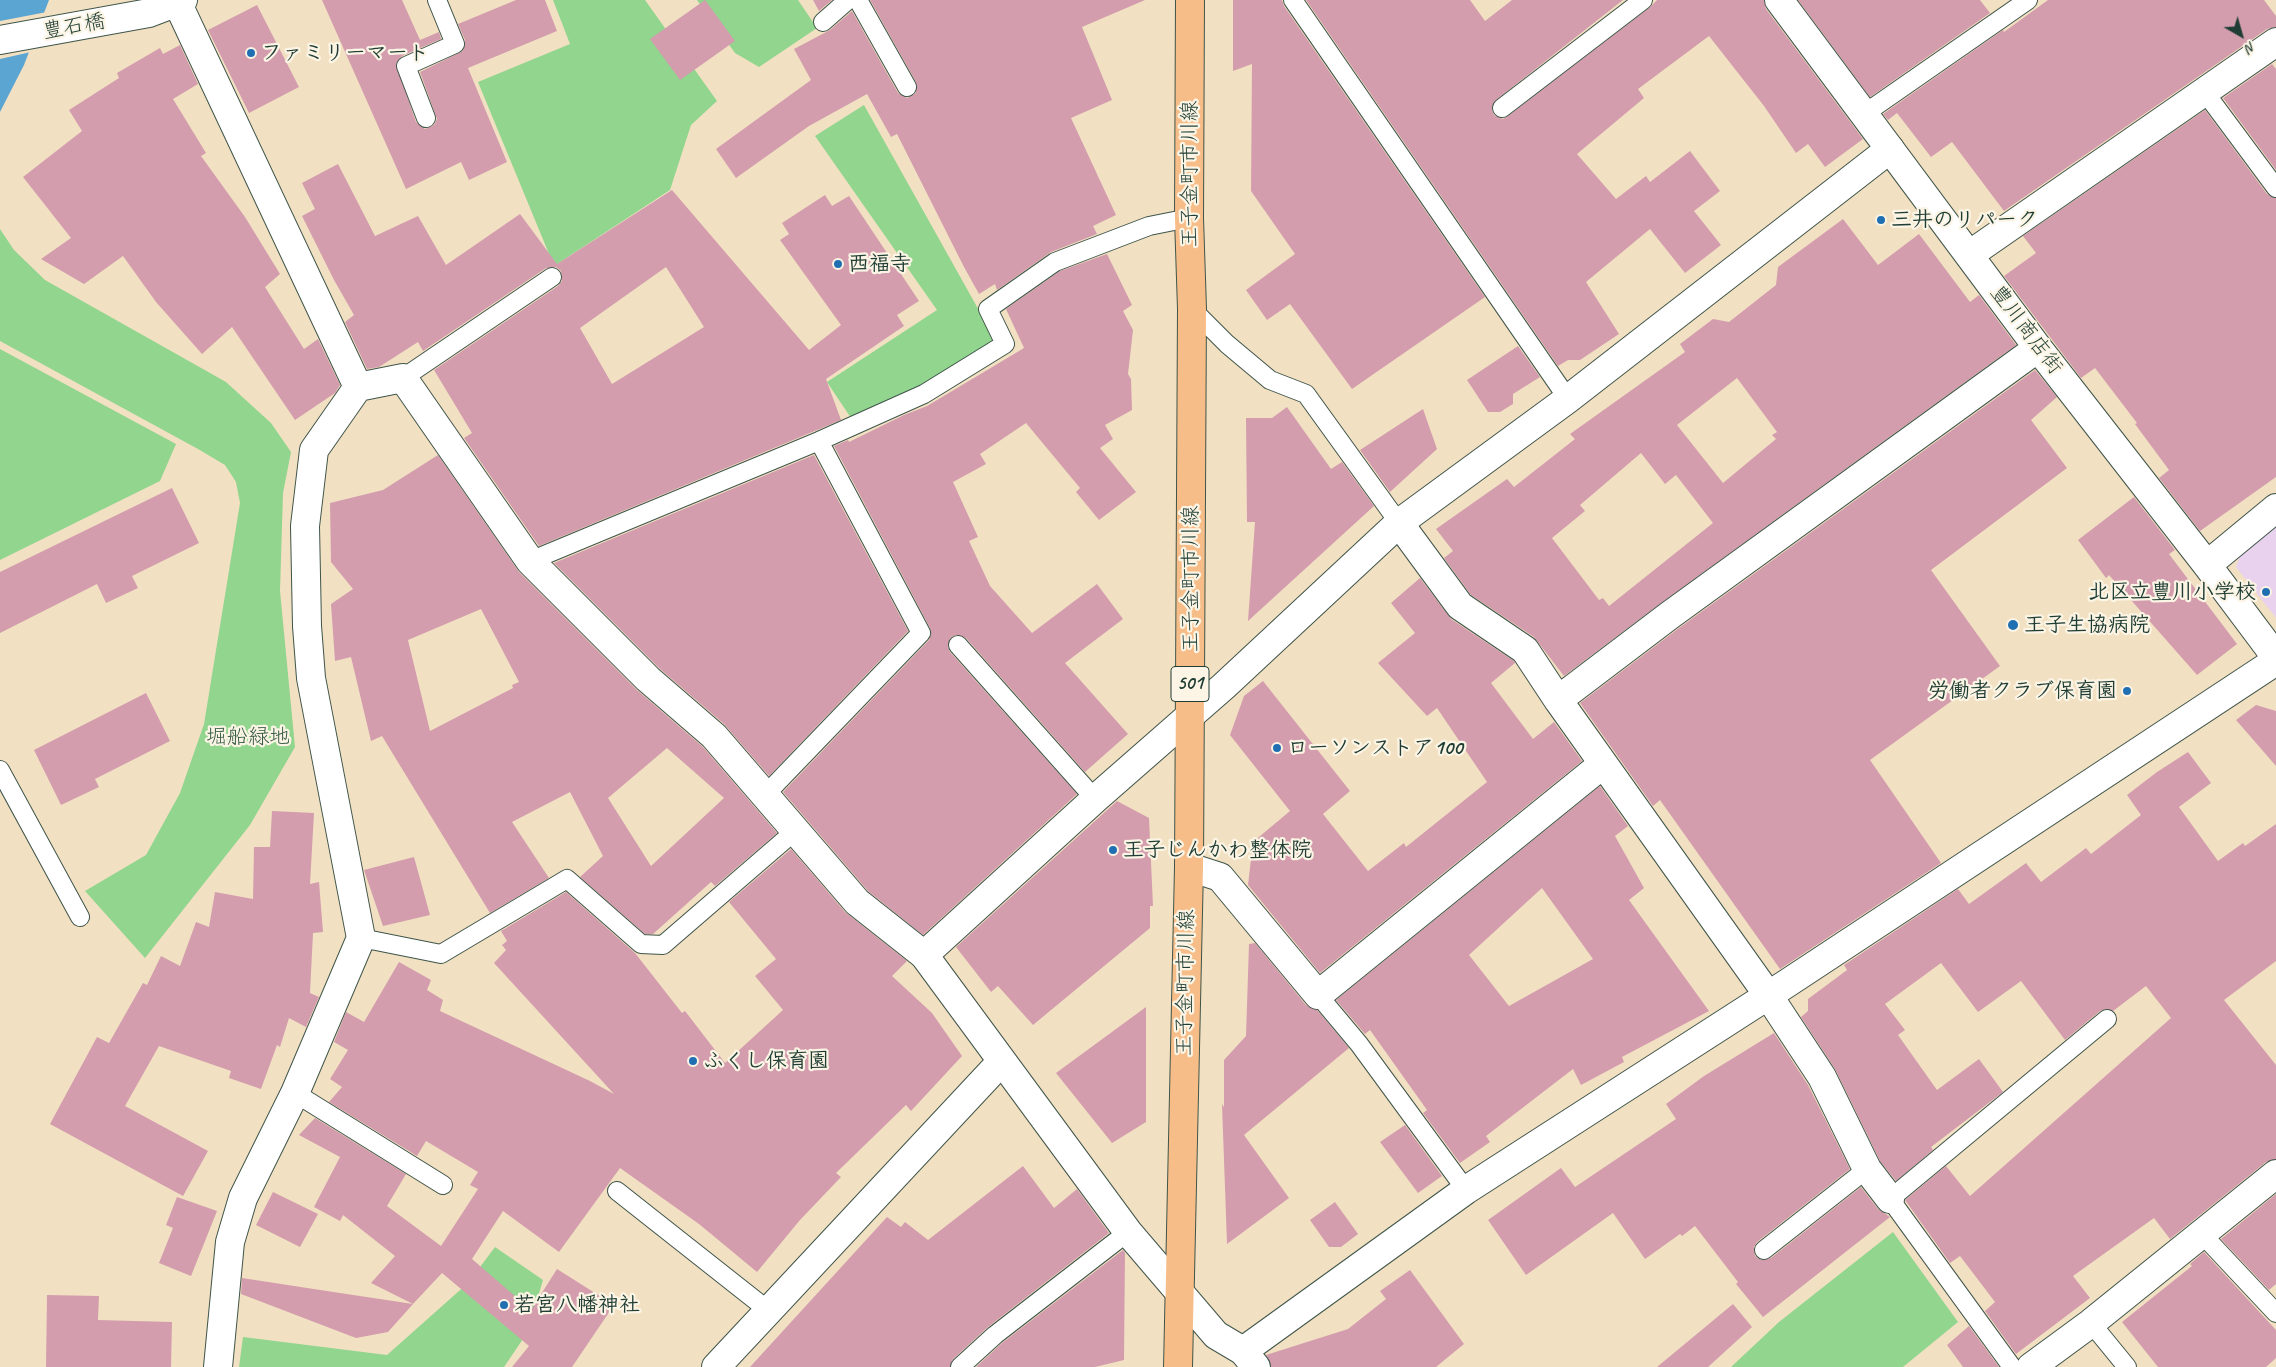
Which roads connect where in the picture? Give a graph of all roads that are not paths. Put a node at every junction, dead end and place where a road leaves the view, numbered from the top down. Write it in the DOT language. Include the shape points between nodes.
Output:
graph roads {
  1 [pos="436,0"];
  2 [pos="848,0"];
  3 [pos="858,0"];
  4 [pos="1190,0"];
  5 [pos="1293,0"];
  6 [pos="1643,0"];
  7 [pos="1778,0"];
  8 [pos="2028,0"];
  9 [pos="181,2"];
  10 [pos="823,22"];
  11 [pos="0,40"];
  12 [pos="2276,42"];
  13 [pos="907,87"];
  14 [pos="2204,91"];
  15 [pos="1502,108"];
  16 [pos="1864,114"];
  17 [pos="426,118"];
  18 [pos="1890,149"];
  19 [pos="2275,185"];
  20 [pos="1189,218"];
  21 [pos="1969,254"];
  22 [pos="552,276"];
  23 [pos="1192,309"];
  24 [pos="2038,348"];
  25 [pos="402,378"];
  26 [pos="358,387"];
  27 [pos="1568,400"];
  28 [pos="819,441"];
  29 [pos="2276,508"];
  30 [pos="1399,523"];
  31 [pos="530,561"];
  32 [pos="2207,565"];
  33 [pos="958,645"];
  34 [pos="2276,659"];
  35 [pos="1558,700"];
  36 [pos="1190,716"];
  37 [pos="1603,764"];
  38 [pos="0,770"];
  39 [pos="766,794"];
  40 [pos="1095,799"];
  41 [pos="795,831"];
  42 [pos="1189,867"];
  43 [pos="80,917"];
  44 [pos="361,938"];
  45 [pos="924,955"];
  46 [pos="1318,995"];
  47 [pos="1768,995"];
  48 [pos="2107,1019"];
  49 [pos="1001,1062"];
  50 [pos="295,1093"];
  51 [pos="1867,1168"];
  52 [pos="2276,1174"];
  53 [pos="443,1185"];
  54 [pos="1466,1190"];
  55 [pos="617,1191"];
  56 [pos="1890,1199"];
  57 [pos="1128,1232"];
  58 [pos="2201,1233"];
  59 [pos="1764,1250"];
  60 [pos="1178,1289"];
  61 [pos="769,1311"];
  62 [pos="2276,1313"];
  63 [pos="2091,1323"];
  64 [pos="1249,1359"];
  65 [pos="218,1367"];
  66 [pos="716,1367"];
  67 [pos="960,1367"];
  68 [pos="1178,1367"];
  69 [pos="2012,1367"];
  70 [pos="2031,1367"];
  71 [pos="2127,1367"];
  1 -- 17 [label="lane" via="455,44 406,66"];
  2 -- 10 [label="lane"];
  3 -- 13 [label="lane"];
  4 -- 20 [label="main road, 王子金町市川線 / 501"];
  5 -- 27 [label="lane"];
  6 -- 15 [label="lane"];
  7 -- 16 [label="street, 豊川商店街"];
  8 -- 16 [label="lane"];
  9 -- 11 [label="street, 豊石橋" via="149,13"];
  9 -- 26 [label="street"];
  12 -- 14 [label="street"];
  14 -- 19 [label="lane"];
  14 -- 21 [label="street"];
  16 -- 18 [label="street, 豊川商店街"];
  18 -- 21 [label="street, 豊川商店街"];
  18 -- 27 [label="street"];
  20 -- 23 [label="main road, 王子金町市川線 / 501"];
  20 -- 28 [label="lane" via="1149,226 1055,262 988,309 1005,344 924,394"];
  21 -- 24 [label="street, 豊川商店街"];
  22 -- 25 [label="lane"];
  23 -- 30 [label="lane" via="1270,380 1306,394"];
  23 -- 36 [label="main road, 王子金町市川線 / 501"];
  24 -- 32 [label="street, 豊川商店街"];
  24 -- 35 [label="street"];
  25 -- 26 [label="street"];
  25 -- 31 [label="street"];
  26 -- 44 [label="street" via="314,450 305,526 311,678"];
  27 -- 30 [label="street"];
  28 -- 31 [label="lane"];
  28 -- 39 [label="lane" via="921,633"];
  29 -- 32 [label="street"];
  30 -- 35 [label="street" via="1460,606 1525,650"];
  30 -- 36 [label="street"];
  31 -- 39 [label="street" via="648,680 714,736"];
  32 -- 34 [label="street, 豊川商店街"];
  33 -- 40 [label="lane"];
  34 -- 47 [label="street"];
  35 -- 37 [label="street"];
  36 -- 40 [label="street"];
  36 -- 42 [label="main road, 王子金町市川線 / 501"];
  37 -- 46 [label="street"];
  37 -- 47 [label="street"];
  38 -- 43 [label="lane"];
  39 -- 41 [label="street"];
  40 -- 45 [label="street"];
  41 -- 44 [label="lane" via="663,945 641,944 567,879 441,954"];
  41 -- 45 [label="street" via="857,902"];
  42 -- 46 [label="street" via="1220,877"];
  42 -- 60 [label="main road, 王子金町市川線 / 501"];
  44 -- 50 [label="street"];
  45 -- 49 [label="street"];
  46 -- 54 [label="lane" via="1359,1044"];
  47 -- 51 [label="street" via="1822,1077"];
  47 -- 54 [label="street"];
  48 -- 56 [label="lane"];
  49 -- 57 [label="street"];
  49 -- 61 [label="street"];
  50 -- 53 [label="lane"];
  50 -- 65 [label="street" via="243,1198 230,1242"];
  51 -- 56 [label="street"];
  51 -- 59 [label="lane"];
  52 -- 58 [label="street"];
  54 -- 64 [label="street"];
  55 -- 61 [label="lane"];
  56 -- 69 [label="lane"];
  57 -- 60 [label="street"];
  57 -- 67 [label="lane"];
  58 -- 62 [label="lane"];
  58 -- 63 [label="street"];
  60 -- 64 [label="street" via="1216,1335"];
  60 -- 68 [label="main road, 王子金町市川線 / 501"];
  61 -- 66 [label="street"];
  63 -- 70 [label="street"];
  63 -- 71 [label="lane"];
}
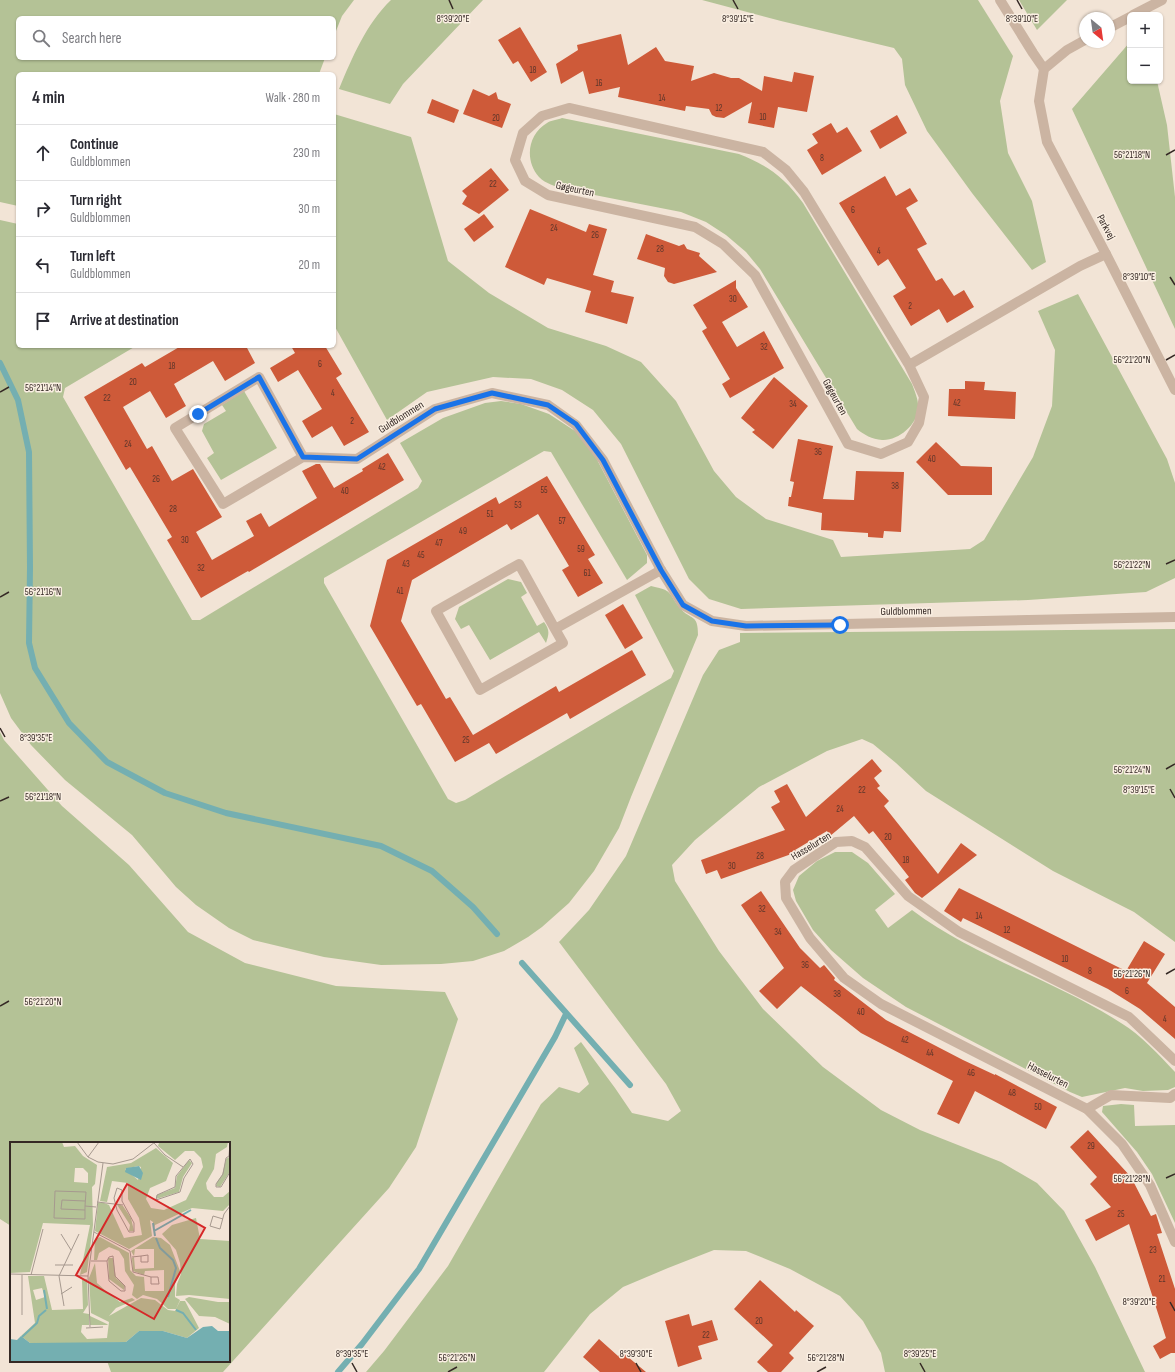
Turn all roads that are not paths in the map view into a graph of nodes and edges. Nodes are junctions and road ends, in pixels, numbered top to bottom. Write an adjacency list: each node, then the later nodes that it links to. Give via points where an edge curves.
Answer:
1 (1000, 0): 7 (street)
2 (1162, 0): 3 (street)
3 (1139, 12)
4 (1127, 19): 5 (street)
5 (1115, 25)
6 (1079, 43): 7 (street)
7 (1044, 69): 8 (street, Parkvej, via 1038,101 1047,142)
8 (1106, 254): 9 (street, via 1080,266); 10 (street, Parkvej)
9 (909, 365): 9 (street, Gøgeurten, via 804,192 786,170 762,152 569,108 542,116 523,133 515,160 525,181 548,195 695,227 723,244 755,275 848,444 881,454 908,442 919,423 924,397)
10 (1175, 390)
11 (303, 457): 11 (street, via 223,504 175,428 259,377); 12 (street, Guldblommen, via 357,459 435,409 492,393 548,405 576,424 603,460)
12 (661, 570): 13 (street, Guldblommen, via 683,605 712,621 746,626); 14 (street)
13 (1175, 617)
14 (555, 629): 14 (street, via 563,643 480,690 436,611 519,564)
15 (1175, 1061): 17 (street, Hasselurten, via 1129,1017 959,932 908,896 865,847 852,841 836,842 794,870 785,882 786,898 810,938 848,981 881,1004)
16 (1175, 1094): 17 (street, via 1170,1098 1111,1095)
17 (1087, 1109): 18 (street, Hasselurten, via 1122,1144 1150,1185)
18 (1175, 1242)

*YOUR OBJECTIVE*: Images stay out; the entries above are to be printed exactly.

*TASK RESPONSE*:
Which roads connect where in the picture? Give a graph of all roads that are not paths. Put a node at every junction, dead end and place where a road leaves the view, numbered from the top down. Write it in the DOT language. Include the shape points between nodes.
Output:
graph roads {
  1 [pos="436,0"];
  2 [pos="848,0"];
  3 [pos="858,0"];
  4 [pos="1190,0"];
  5 [pos="1293,0"];
  6 [pos="1643,0"];
  7 [pos="1778,0"];
  8 [pos="2028,0"];
  9 [pos="181,2"];
  10 [pos="823,22"];
  11 [pos="0,40"];
  12 [pos="2276,42"];
  13 [pos="907,87"];
  14 [pos="2204,91"];
  15 [pos="1502,108"];
  16 [pos="1864,114"];
  17 [pos="426,118"];
  18 [pos="1890,149"];
  19 [pos="2275,185"];
  20 [pos="1189,218"];
  21 [pos="1969,254"];
  22 [pos="552,276"];
  23 [pos="1192,309"];
  24 [pos="2038,348"];
  25 [pos="402,378"];
  26 [pos="358,387"];
  27 [pos="1568,400"];
  28 [pos="819,441"];
  29 [pos="2276,508"];
  30 [pos="1399,523"];
  31 [pos="530,561"];
  32 [pos="2207,565"];
  33 [pos="958,645"];
  34 [pos="2276,659"];
  35 [pos="1558,700"];
  36 [pos="1190,716"];
  37 [pos="1603,764"];
  38 [pos="0,770"];
  39 [pos="766,794"];
  40 [pos="1095,799"];
  41 [pos="795,831"];
  42 [pos="1189,867"];
  43 [pos="80,917"];
  44 [pos="361,938"];
  45 [pos="924,955"];
  46 [pos="1318,995"];
  47 [pos="1768,995"];
  48 [pos="2107,1019"];
  49 [pos="1001,1062"];
  50 [pos="295,1093"];
  51 [pos="1867,1168"];
  52 [pos="2276,1174"];
  53 [pos="443,1185"];
  54 [pos="1466,1190"];
  55 [pos="617,1191"];
  56 [pos="1890,1199"];
  57 [pos="1128,1232"];
  58 [pos="2201,1233"];
  59 [pos="1764,1250"];
  60 [pos="1178,1289"];
  61 [pos="769,1311"];
  62 [pos="2276,1313"];
  63 [pos="2091,1323"];
  64 [pos="1249,1359"];
  65 [pos="218,1367"];
  66 [pos="716,1367"];
  67 [pos="960,1367"];
  68 [pos="1178,1367"];
  69 [pos="2012,1367"];
  70 [pos="2031,1367"];
  71 [pos="2127,1367"];
  1 -- 17 [label="lane" via="455,44 406,66"];
  2 -- 10 [label="lane"];
  3 -- 13 [label="lane"];
  4 -- 20 [label="main road, 王子金町市川線 / 501"];
  5 -- 27 [label="lane"];
  6 -- 15 [label="lane"];
  7 -- 16 [label="street, 豊川商店街"];
  8 -- 16 [label="lane"];
  9 -- 11 [label="street, 豊石橋" via="149,13"];
  9 -- 26 [label="street"];
  12 -- 14 [label="street"];
  14 -- 19 [label="lane"];
  14 -- 21 [label="street"];
  16 -- 18 [label="street, 豊川商店街"];
  18 -- 21 [label="street, 豊川商店街"];
  18 -- 27 [label="street"];
  20 -- 23 [label="main road, 王子金町市川線 / 501"];
  20 -- 28 [label="lane" via="1149,226 1055,262 988,309 1005,344 924,394"];
  21 -- 24 [label="street, 豊川商店街"];
  22 -- 25 [label="lane"];
  23 -- 30 [label="lane" via="1270,380 1306,394"];
  23 -- 36 [label="main road, 王子金町市川線 / 501"];
  24 -- 32 [label="street, 豊川商店街"];
  24 -- 35 [label="street"];
  25 -- 26 [label="street"];
  25 -- 31 [label="street"];
  26 -- 44 [label="street" via="314,450 305,526 311,678"];
  27 -- 30 [label="street"];
  28 -- 31 [label="lane"];
  28 -- 39 [label="lane" via="921,633"];
  29 -- 32 [label="street"];
  30 -- 35 [label="street" via="1460,606 1525,650"];
  30 -- 36 [label="street"];
  31 -- 39 [label="street" via="648,680 714,736"];
  32 -- 34 [label="street, 豊川商店街"];
  33 -- 40 [label="lane"];
  34 -- 47 [label="street"];
  35 -- 37 [label="street"];
  36 -- 40 [label="street"];
  36 -- 42 [label="main road, 王子金町市川線 / 501"];
  37 -- 46 [label="street"];
  37 -- 47 [label="street"];
  38 -- 43 [label="lane"];
  39 -- 41 [label="street"];
  40 -- 45 [label="street"];
  41 -- 44 [label="lane" via="663,945 641,944 567,879 441,954"];
  41 -- 45 [label="street" via="857,902"];
  42 -- 46 [label="street" via="1220,877"];
  42 -- 60 [label="main road, 王子金町市川線 / 501"];
  44 -- 50 [label="street"];
  45 -- 49 [label="street"];
  46 -- 54 [label="lane" via="1359,1044"];
  47 -- 51 [label="street" via="1822,1077"];
  47 -- 54 [label="street"];
  48 -- 56 [label="lane"];
  49 -- 57 [label="street"];
  49 -- 61 [label="street"];
  50 -- 53 [label="lane"];
  50 -- 65 [label="street" via="243,1198 230,1242"];
  51 -- 56 [label="street"];
  51 -- 59 [label="lane"];
  52 -- 58 [label="street"];
  54 -- 64 [label="street"];
  55 -- 61 [label="lane"];
  56 -- 69 [label="lane"];
  57 -- 60 [label="street"];
  57 -- 67 [label="lane"];
  58 -- 62 [label="lane"];
  58 -- 63 [label="street"];
  60 -- 64 [label="street" via="1216,1335"];
  60 -- 68 [label="main road, 王子金町市川線 / 501"];
  61 -- 66 [label="street"];
  63 -- 70 [label="street"];
  63 -- 71 [label="lane"];
}
Turn all roads that are not paths in the map view into a graph of nodes and edges. Nodes are junctions and road ends, in pixels, numbered top to bottom. Write an adjacency list: each node, then the later nodes that it links to. Give via points where an edge curves.
Answer:
1 (1000, 0): 7 (street)
2 (1162, 0): 3 (street)
3 (1139, 12)
4 (1127, 19): 5 (street)
5 (1115, 25)
6 (1079, 43): 7 (street)
7 (1044, 69): 8 (street, Parkvej, via 1038,101 1047,142)
8 (1106, 254): 9 (street, via 1080,266); 10 (street, Parkvej)
9 (909, 365): 9 (street, Gøgeurten, via 804,192 786,170 762,152 569,108 542,116 523,133 515,160 525,181 548,195 695,227 723,244 755,275 848,444 881,454 908,442 919,423 924,397)
10 (1175, 390)
11 (303, 457): 11 (street, via 223,504 175,428 259,377); 12 (street, Guldblommen, via 357,459 435,409 492,393 548,405 576,424 603,460)
12 (661, 570): 13 (street, Guldblommen, via 683,605 712,621 746,626); 14 (street)
13 (1175, 617)
14 (555, 629): 14 (street, via 563,643 480,690 436,611 519,564)
15 (1175, 1061): 17 (street, Hasselurten, via 1129,1017 959,932 908,896 865,847 852,841 836,842 794,870 785,882 786,898 810,938 848,981 881,1004)
16 (1175, 1094): 17 (street, via 1170,1098 1111,1095)
17 (1087, 1109): 18 (street, Hasselurten, via 1122,1144 1150,1185)
18 (1175, 1242)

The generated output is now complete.